▶ **ASSIGNMENT**:
Among the entries below, find the lines that hold the word "Strand" and report them.

EXTRACTED MATERIAL below:

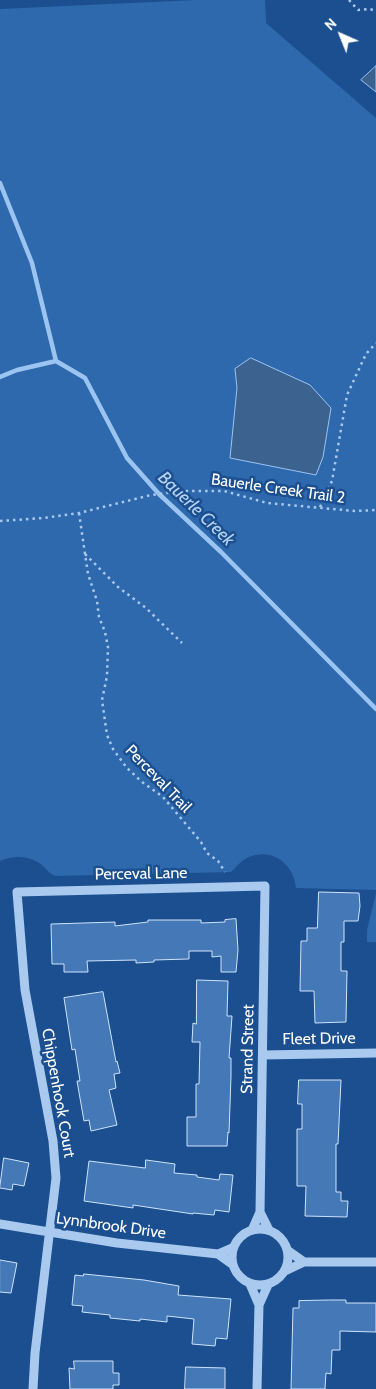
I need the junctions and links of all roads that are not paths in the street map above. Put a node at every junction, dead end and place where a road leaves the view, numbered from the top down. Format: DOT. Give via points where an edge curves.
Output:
graph roads {
  1 [pos="265,886"];
  2 [pos="18,892"];
  3 [pos="376,1053"];
  4 [pos="263,1055"];
  5 [pos="260,1212"];
  6 [pos="0,1224"];
  7 [pos="252,1230"];
  8 [pos="269,1230"];
  9 [pos="49,1233"];
  10 [pos="234,1246"];
  11 [pos="288,1250"];
  12 [pos="218,1254"];
  13 [pos="304,1262"];
  14 [pos="376,1262"];
  15 [pos="232,1264"];
  16 [pos="285,1271"];
  17 [pos="250,1284"];
  18 [pos="268,1284"];
  19 [pos="259,1305"];
  20 [pos="34,1389"];
  21 [pos="257,1389"];
  1 -- 2 [label="street, Perceval Lane"];
  1 -- 4 [label="street, Strand Street"];
  2 -- 9 [label="street, Chippenhook Court" via="25,990 55,1160"];
  3 -- 4 [label="street, Fleet Drive"];
  4 -- 5 [label="street, Strand Street"];
  5 -- 7 [label="street, Strand Street"];
  5 -- 8 [label="street, Strand Street"];
  6 -- 9 [label="street, Lynnbrook Drive"];
  7 -- 8 [label="street"];
  7 -- 10 [label="street" via="238,1239"];
  8 -- 11 [label="street" via="284,1241"];
  9 -- 12 [label="street, Lynnbrook Drive"];
  9 -- 20 [label="street, Chippenhook Court"];
  10 -- 12 [label="street"];
  10 -- 15 [label="street"];
  11 -- 13 [label="street"];
  11 -- 16 [label="street"];
  12 -- 15 [label="street, Lynnbrook Drive"];
  13 -- 14 [label="street"];
  13 -- 16 [label="street"];
  15 -- 17 [label="street" via="242,1280"];
  16 -- 18 [label="street"];
  17 -- 18 [label="street"];
  17 -- 19 [label="street"];
  18 -- 19 [label="street"];
  19 -- 21 [label="street"];
}
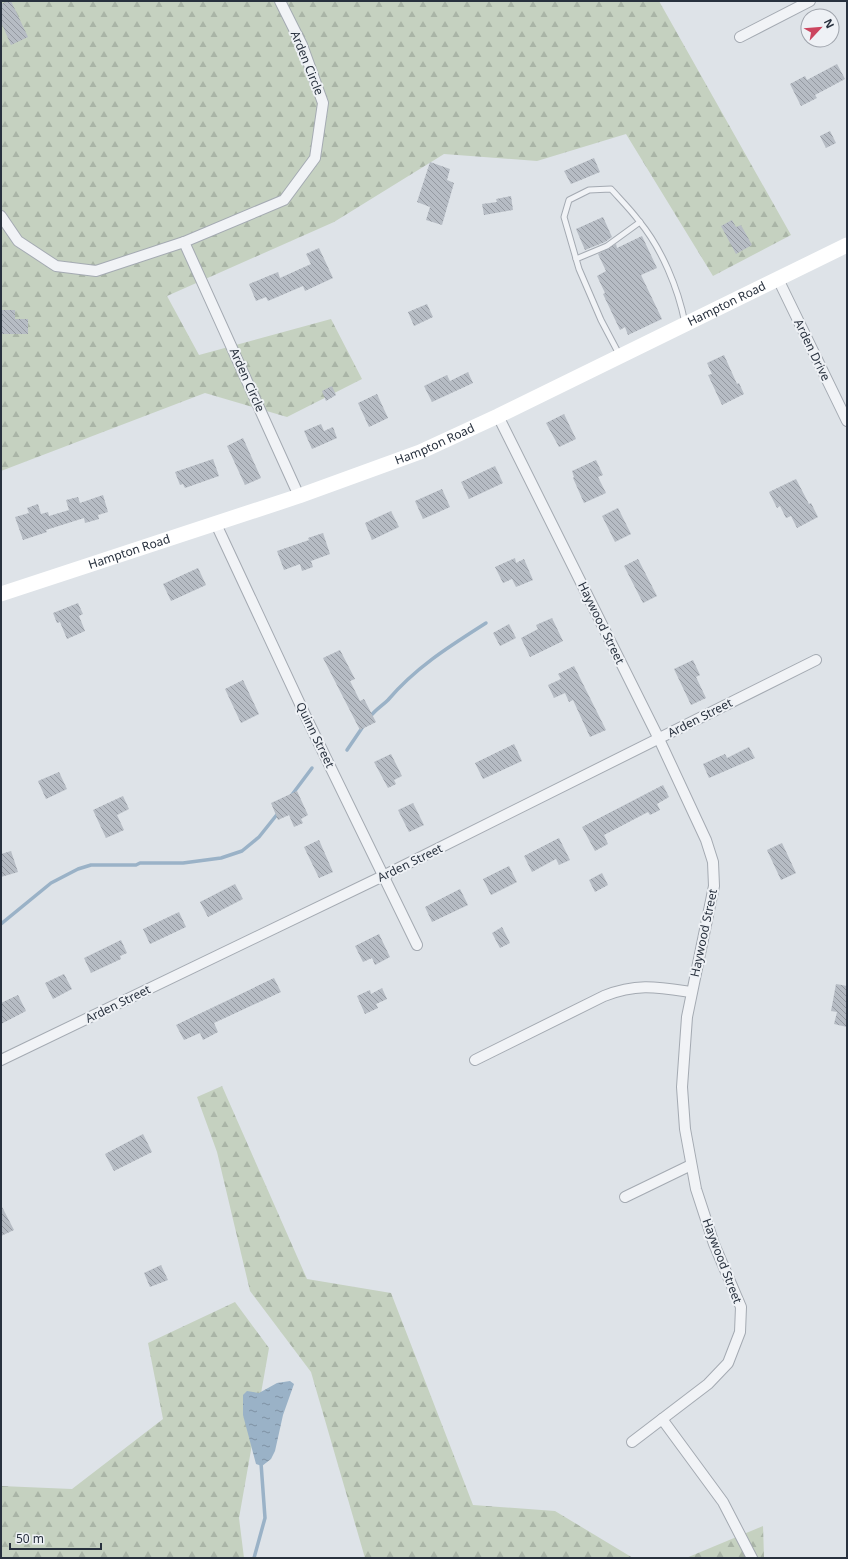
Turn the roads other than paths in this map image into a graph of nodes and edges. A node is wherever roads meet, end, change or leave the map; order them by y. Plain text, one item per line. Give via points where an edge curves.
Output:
1 (280, 1) edge
2 (810, 1) edge
3 (740, 37) dead end
4 (1, 216) edge
5 (640, 222) junction
6 (184, 242) junction
7 (847, 245) edge
8 (576, 259) junction
9 (778, 279) junction
10 (685, 324) junction
11 (620, 356) junction
12 (498, 416) junction
13 (847, 421) edge
14 (300, 496) junction
15 (216, 524) junction
16 (1, 594) edge
17 (816, 660) dead end
18 (658, 739) junction
19 (383, 876) junction
20 (416, 945) dead end
21 (691, 992) junction
22 (1, 1060) edge
23 (475, 1060) dead end
24 (691, 1165) junction
25 (625, 1197) dead end
26 (662, 1419) junction
27 (632, 1442) dead end
28 (752, 1558) edge

1 - 6 street, Arden Circle via 302,45 323,103 315,158 284,200
2 - 3 street
4 - 6 street, Arden Circle via 18,241 56,266 96,271
5 - 8 lane via 607,246
5 - 8 lane via 611,189 589,190 569,200 564,217
5 - 10 lane via 659,251 680,299
6 - 14 street, Arden Circle
7 - 9 main road, Hampton Road
8 - 11 lane via 601,320
9 - 10 main road, Hampton Road
9 - 13 street, Arden Drive
10 - 11 main road, Hampton Road
11 - 12 main road, Hampton Road
12 - 14 main road, Hampton Road via 420,452
12 - 18 street, Haywood Street
14 - 15 main road, Hampton Road
15 - 16 main road, Hampton Road
15 - 19 street, Quinn Street
17 - 18 street, Arden Street
18 - 19 street, Arden Street
18 - 21 street, Haywood Street via 706,840 713,862 714,886
19 - 20 street, Quinn Street
19 - 22 street, Arden Street
21 - 23 street via 656,987 622,989
21 - 24 street, Haywood Street via 682,1087
24 - 25 street
24 - 26 street, Haywood Street via 714,1244 741,1307 740,1332 728,1363 708,1384
26 - 27 street, Haywood Street
26 - 28 street via 723,1502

End of EXTRACTED MATERIAL.

▶ **REPLY**:
  1 -- 4 [label="street, Strand Street"];
  4 -- 5 [label="street, Strand Street"];
  5 -- 7 [label="street, Strand Street"];
  5 -- 8 [label="street, Strand Street"];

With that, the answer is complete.